Baca artikel IDN Times lainnya di IDN App
For
You

Wansus: Ketua KPK Bicara Hasto, Ridwan Kamil, hingga Hukuman Mati

Ketua KPK, Setyo Budiyanto (IDN Times/Aditya Mustaqim)

Jakarta, IDN Times - Pimpinan Komisi Pemberantasan Korupsi (KPK) 2024-2029 sudah lebih dari 100 hari memimpin lembaga antirasuah. Dalam periode tersebut, sejumlah hal telah terjadi di KPK.

Mulai dari penetapan Sekjen PDI Perjuangan Hasto Kristiyanto sebagai tersangka hingga akhirnya jadi terdakwa, penggeledahan di rumah mantan Gubernur Jawa Barat Ridwan Kamil, hingga Operasi Tangkap Tangan (OTT) KPK di tahun 2025.

IDN Times berkesempatan berbincang dengan Ketua KPK Setyo Budiyanto terkait berbagai isu pemberantasan korupsi. Berikut petikan wawancaranya.

Bagaimana awal karier Setyo Budiyanto sebagai polisi? Apakah ini cita-cita Anda sejak kecil?

Ketua KPK, Setyo Budiyanto (IDN Times/Aditya Mustaqim)

Ya karena memang saya juga berasal dari keluarga polisi, kakek saya. Kakek saya polisi, saya tinggal sama kakek nenek saya itu cukup lama, sampai SMA. Tinggal di asrama polisi juga, jadi ya sedikit banyak itu mewarnai.

Kemudian saya sekolah di Surabaya, sampai kemudian daftar dan ya alhamdulillah, proses semua seleksi saya lewatin, dan penempatan pertama di Makassar, kemudian geser di beberapa provinsi.

Sebagai polisi, apakah pencalonan sebagai pimpinan KPK hingga terpilih saat ini merupakan arahan Kapolri?

Ketua KPK, Setyo Budiyanto (IDN Times/Aditya Mustaqim)

Oh gak ada. Jadi kalau pendaftaran ke Komisi Pemberantasan Korupsi melalui Pansel saat itu, itu memang tidak memerlukan izin tertulis dari atasan.

Nah jadi sebelumnya kan saya pernah bertugas di OJK, Otoritas Jasa Keuangan, ya itu penugasan. Termasuk juga saya pernah bertugas sebelumnya di Inspektur Jenderal Kementerian Pertanian.Ya itu juga penugasan.

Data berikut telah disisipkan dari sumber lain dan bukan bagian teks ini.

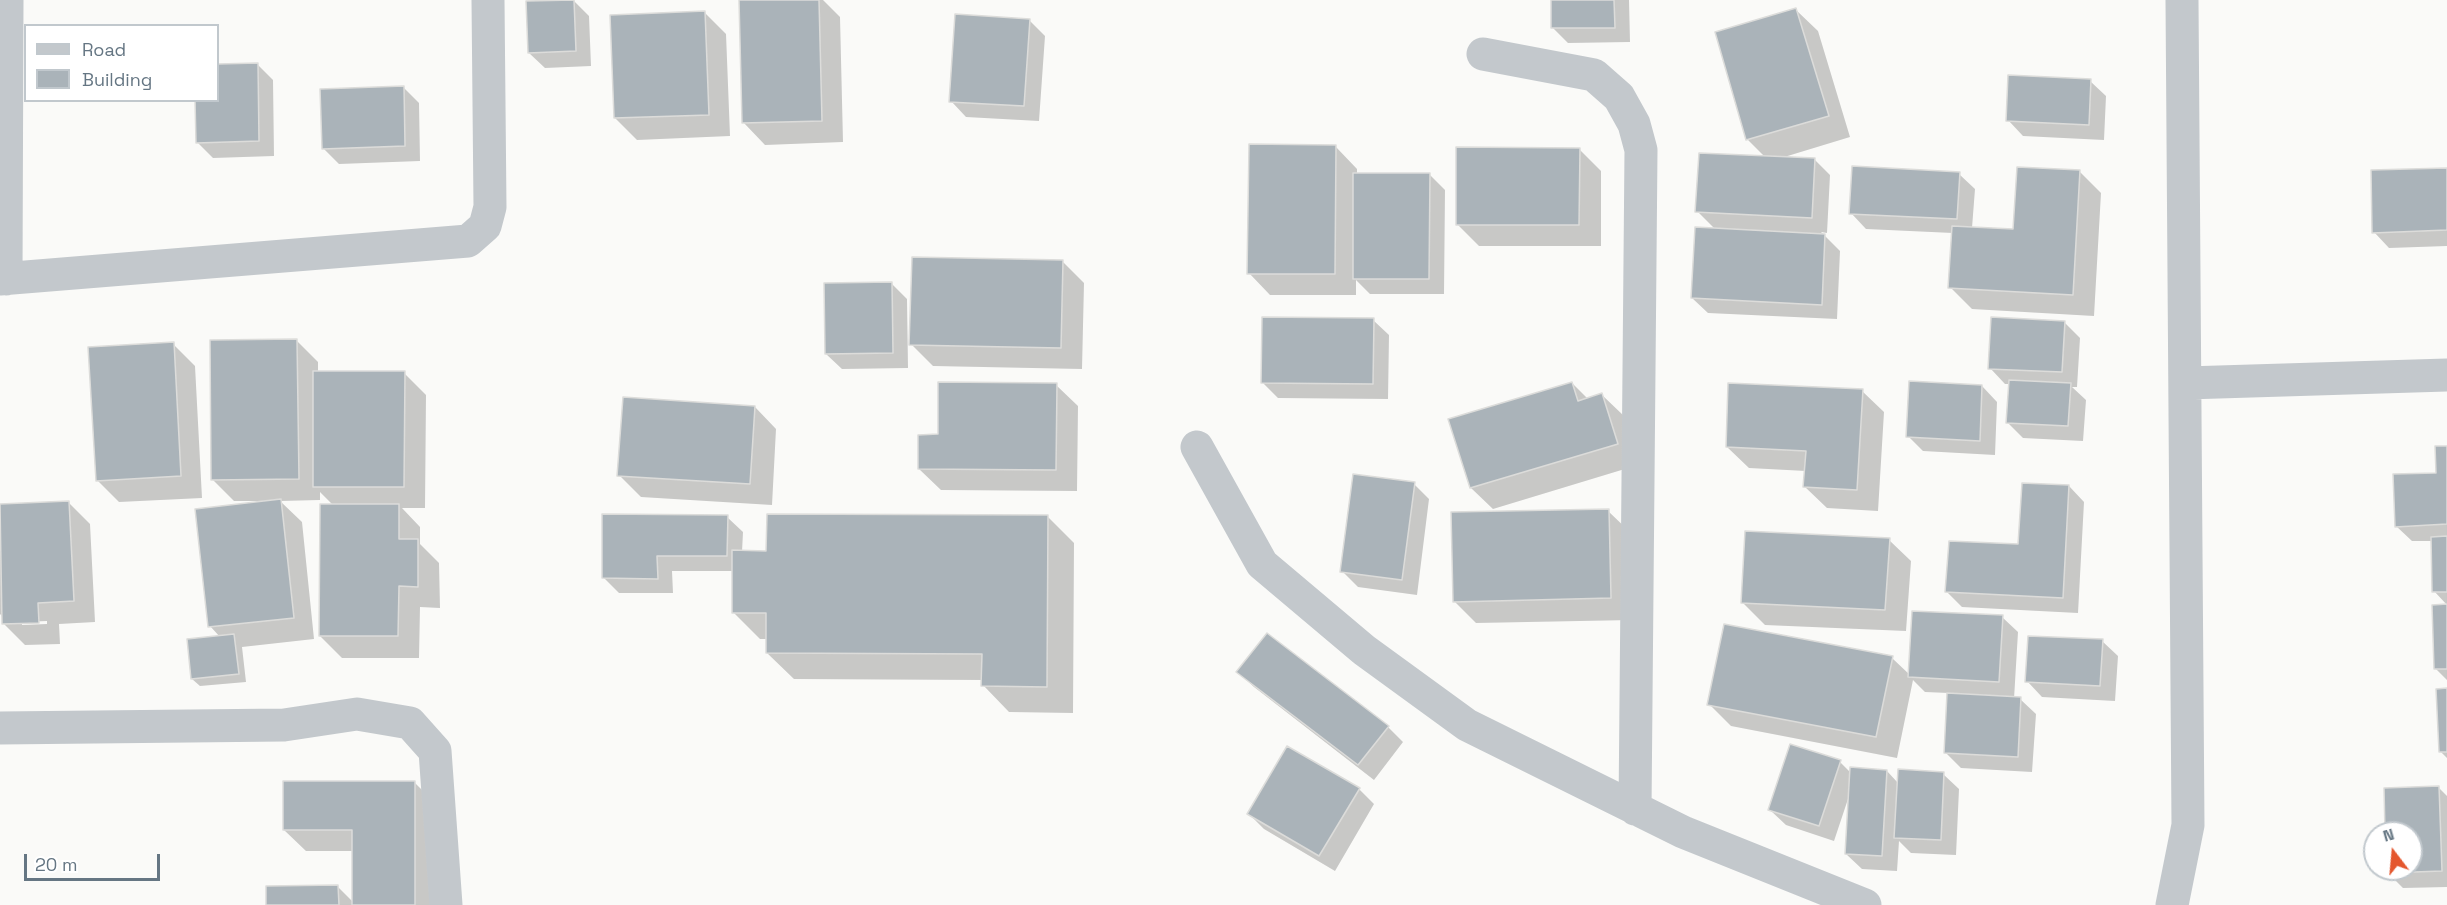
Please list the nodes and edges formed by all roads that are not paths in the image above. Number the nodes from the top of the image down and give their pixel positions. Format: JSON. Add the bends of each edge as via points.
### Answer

Tapi kalau ini ke KPK, itu memang murni datang dari pribadi. 

Mengapa Anda ingin menjadi Ketua KPK?

Ketua KPK, Setyo Budiyanto (IDN Times/Aditya Mustaqim)
Ketua KPK, Setyo Budiyanto (IDN Times/Aditya Mustaqim)

Ya, yang pertama mungkin karena saya pernah di sini, ya sebelumnya saya Direktur Penyidikan.
Kemudian sedikit banyak, ya kurun waktu hampir 4 tahun saya bertugas di sini, sudah sedikit banyak mengetahui lah gitu bagaimana kinerja, bagaimana kemudian KPK melakukan pemberantasan dari sisi penindakan, kemudian pencegahan, termasuk juga masalah pendidikan.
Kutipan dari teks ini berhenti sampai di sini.